Short Term Loans

Short term loans are a general term used for finance agreements that are designed to be repaid over a relatively short period of time. Although commonly confused with payday loans, they are not synonymous with each other. Payday loans are a type of short term loans but a short term loan is not necessarily a payday loan.
Usually, short term loan repayments are made over a period of one to three months, although some companies may extend up to six months to a year. Borrowers may also choose to pay off the loan in full if it is within their means, but they are not “required” to do so unlike with payday loans, wherein the interests roll over the next payday if the borrower misses the repayment. This is a common problem that payday loan borrowers face, because usually a month is simply too short to afford one, lump sum repayment. With short term loans, you are given sufficient time to pay off your debt, but not too long enough to make it very expensive.

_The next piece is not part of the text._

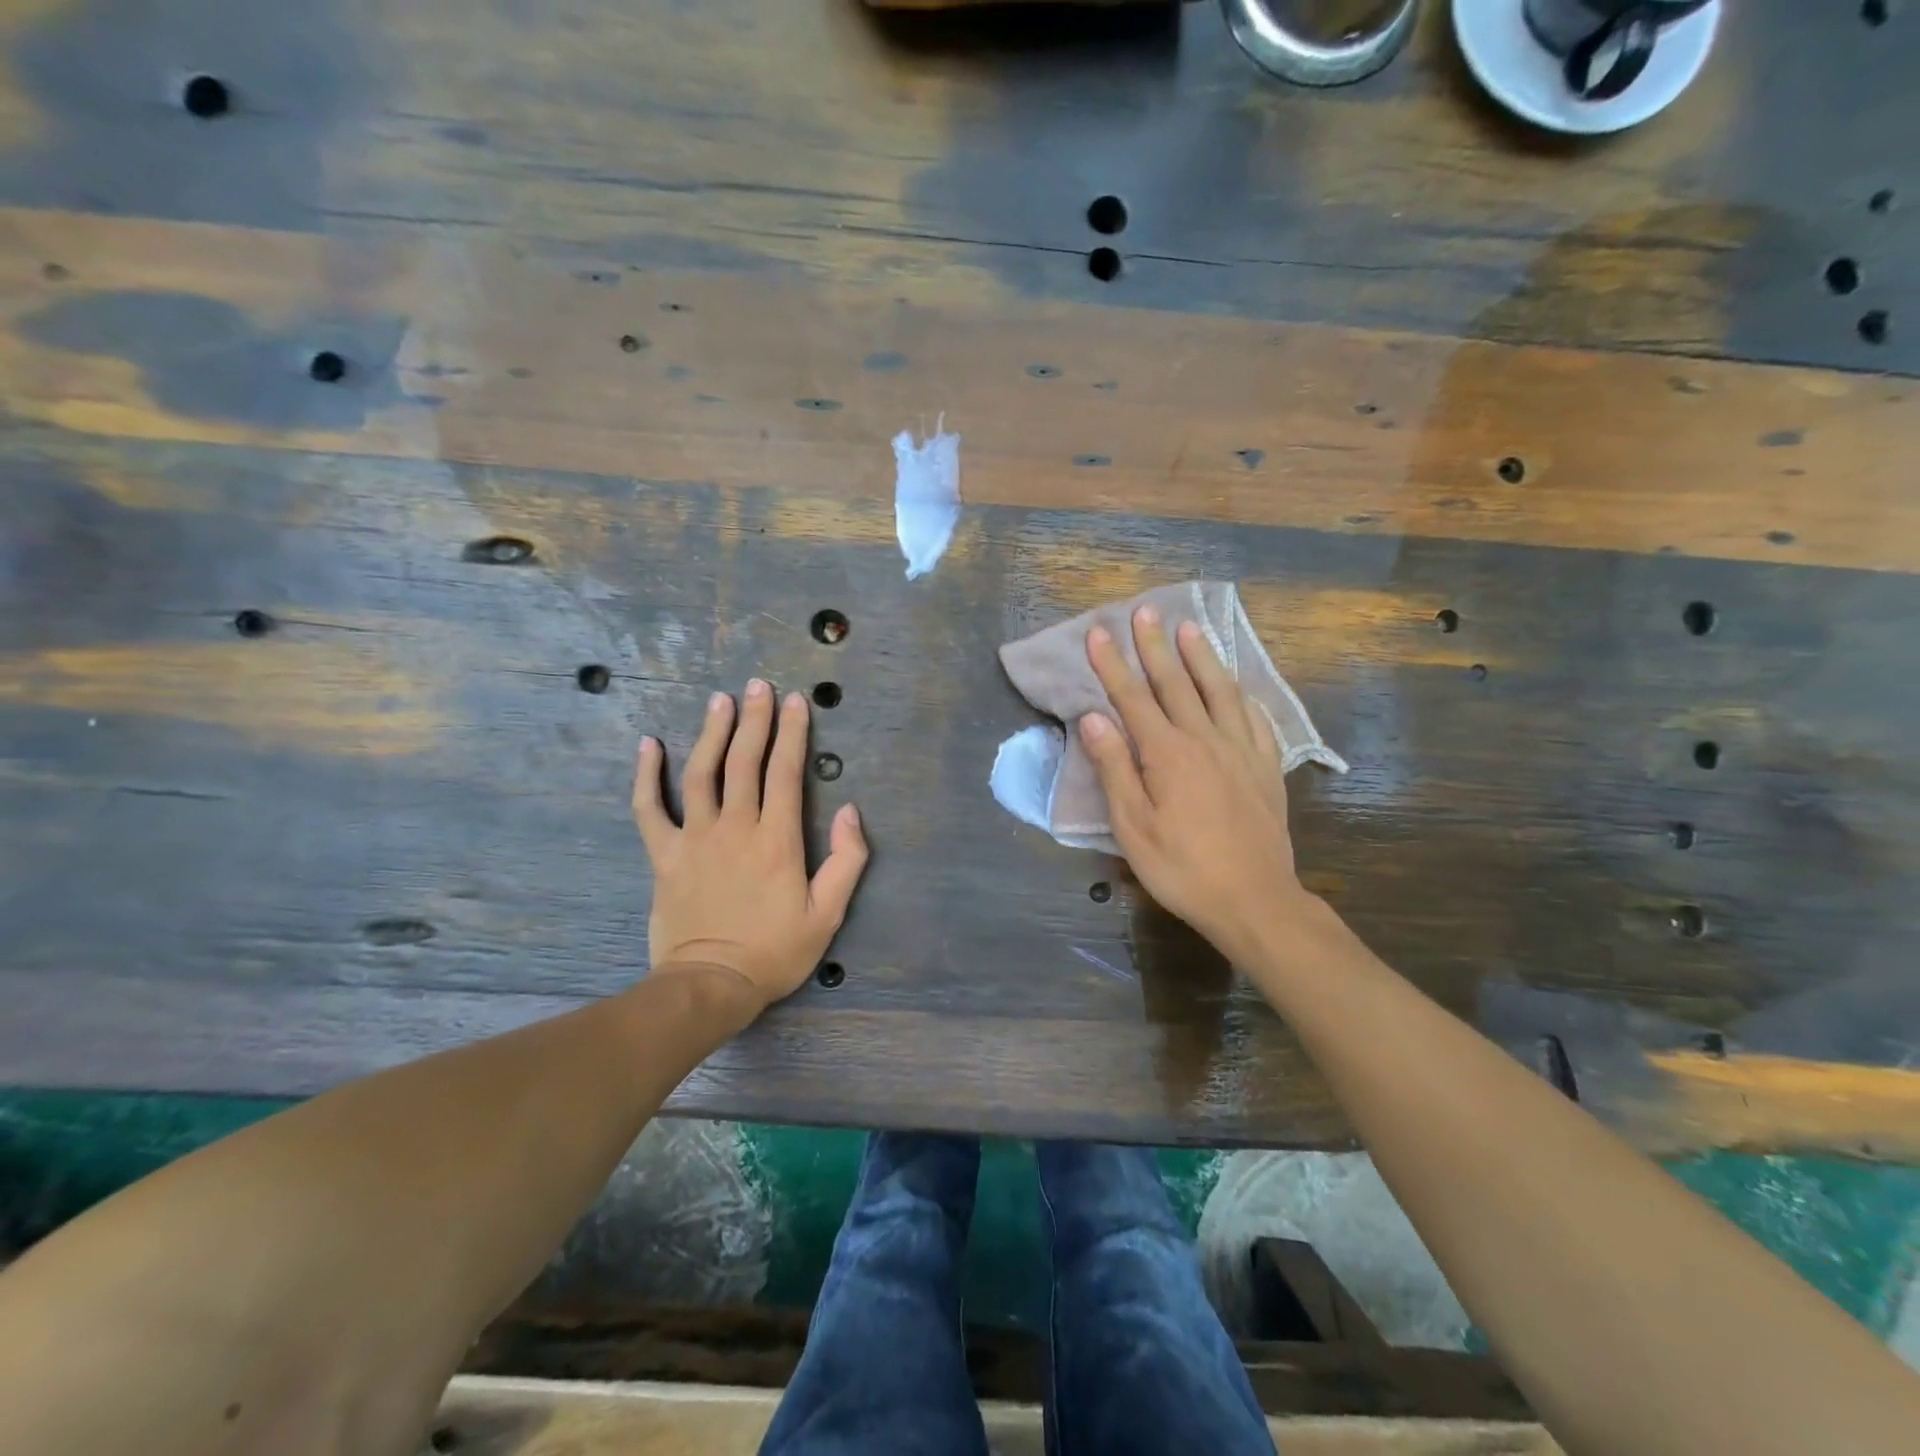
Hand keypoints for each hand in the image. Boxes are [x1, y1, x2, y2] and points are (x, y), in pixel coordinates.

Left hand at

Short Term Loan Advantages

  • Easy application, which is done online.
  • Freedom to use the money in any way you like.

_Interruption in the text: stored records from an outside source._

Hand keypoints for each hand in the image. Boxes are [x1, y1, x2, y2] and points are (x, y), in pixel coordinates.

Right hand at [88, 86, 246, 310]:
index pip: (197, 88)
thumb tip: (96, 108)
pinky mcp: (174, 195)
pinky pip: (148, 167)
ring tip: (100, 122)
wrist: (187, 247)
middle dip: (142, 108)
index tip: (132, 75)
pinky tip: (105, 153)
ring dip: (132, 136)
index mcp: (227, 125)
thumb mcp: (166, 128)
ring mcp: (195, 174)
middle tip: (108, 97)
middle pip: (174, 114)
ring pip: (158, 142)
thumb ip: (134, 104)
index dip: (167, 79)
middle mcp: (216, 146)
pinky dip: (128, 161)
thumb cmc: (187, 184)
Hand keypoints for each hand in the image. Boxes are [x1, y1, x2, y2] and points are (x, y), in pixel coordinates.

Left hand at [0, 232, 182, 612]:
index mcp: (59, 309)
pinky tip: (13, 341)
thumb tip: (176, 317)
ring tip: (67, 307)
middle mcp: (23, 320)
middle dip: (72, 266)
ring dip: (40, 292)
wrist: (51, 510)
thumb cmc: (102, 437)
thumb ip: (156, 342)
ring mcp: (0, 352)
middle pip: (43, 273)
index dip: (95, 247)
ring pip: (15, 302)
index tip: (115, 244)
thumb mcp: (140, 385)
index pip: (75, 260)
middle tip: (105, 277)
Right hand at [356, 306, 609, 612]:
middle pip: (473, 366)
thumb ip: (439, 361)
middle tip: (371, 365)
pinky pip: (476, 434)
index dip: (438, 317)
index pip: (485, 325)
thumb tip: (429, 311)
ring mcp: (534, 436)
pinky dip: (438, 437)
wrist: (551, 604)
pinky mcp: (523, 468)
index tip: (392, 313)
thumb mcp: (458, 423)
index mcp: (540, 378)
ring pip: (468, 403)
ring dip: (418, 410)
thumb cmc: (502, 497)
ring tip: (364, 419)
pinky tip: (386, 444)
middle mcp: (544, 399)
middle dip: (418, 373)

  • Few paperwork and easy requirements.
  • Money is available within a few hours.
  • There’s a chance to repair your credit over time, as you make your repayments in a timely manner.

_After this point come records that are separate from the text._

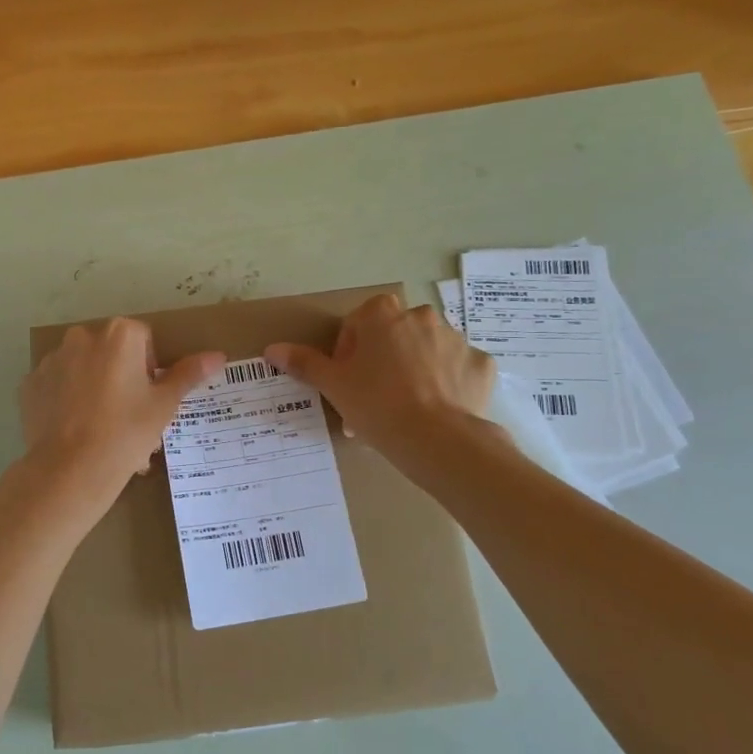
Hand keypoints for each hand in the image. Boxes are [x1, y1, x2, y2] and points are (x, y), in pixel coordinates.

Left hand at [20, 319, 223, 511]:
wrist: (70, 470)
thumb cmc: (126, 433)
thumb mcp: (164, 405)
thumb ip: (188, 374)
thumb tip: (218, 355)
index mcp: (119, 334)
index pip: (143, 339)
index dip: (150, 367)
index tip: (148, 398)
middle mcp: (81, 336)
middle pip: (110, 351)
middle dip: (121, 375)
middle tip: (128, 415)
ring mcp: (51, 360)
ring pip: (82, 367)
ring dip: (93, 386)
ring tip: (100, 427)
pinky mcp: (29, 384)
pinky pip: (56, 386)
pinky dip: (66, 400)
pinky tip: (75, 429)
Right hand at [266, 293, 494, 454]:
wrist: (437, 439)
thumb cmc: (377, 405)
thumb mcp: (334, 385)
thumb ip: (304, 363)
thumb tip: (271, 349)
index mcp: (383, 314)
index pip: (358, 323)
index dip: (349, 352)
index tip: (348, 381)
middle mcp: (422, 316)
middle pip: (394, 334)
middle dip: (384, 359)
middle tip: (373, 397)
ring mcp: (456, 339)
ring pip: (427, 350)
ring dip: (415, 369)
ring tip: (406, 408)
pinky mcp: (481, 365)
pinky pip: (458, 369)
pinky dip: (448, 383)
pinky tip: (437, 410)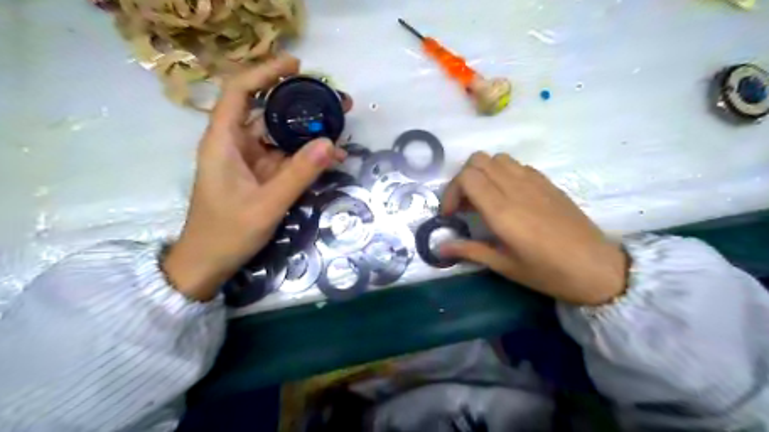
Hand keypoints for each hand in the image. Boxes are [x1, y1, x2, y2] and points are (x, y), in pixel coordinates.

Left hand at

  • Cheaper than payday loans.
  • Flexible repayment options. Unlike payday loans, you don’t have to make one lump sum payment on the next payday.
  • No collateral or guarantor necessary.

Short Term Loan Disadvantages

  • Limited borrowing amount, especially if you’re a first time borrower.
  • Can ruin your credit score even further if you default or are late on your payments.
  • Can become very expensive if you pay late, borrow more money, or extend your term.
  • If you want a loan that is repayable over a period of one and three years or more, then this is not for you.
  • There are credit checks and affordability checks, although many lenders accept borrowers with bad credit, but their borrowing amount is much lower than standard and could be given high interest rates.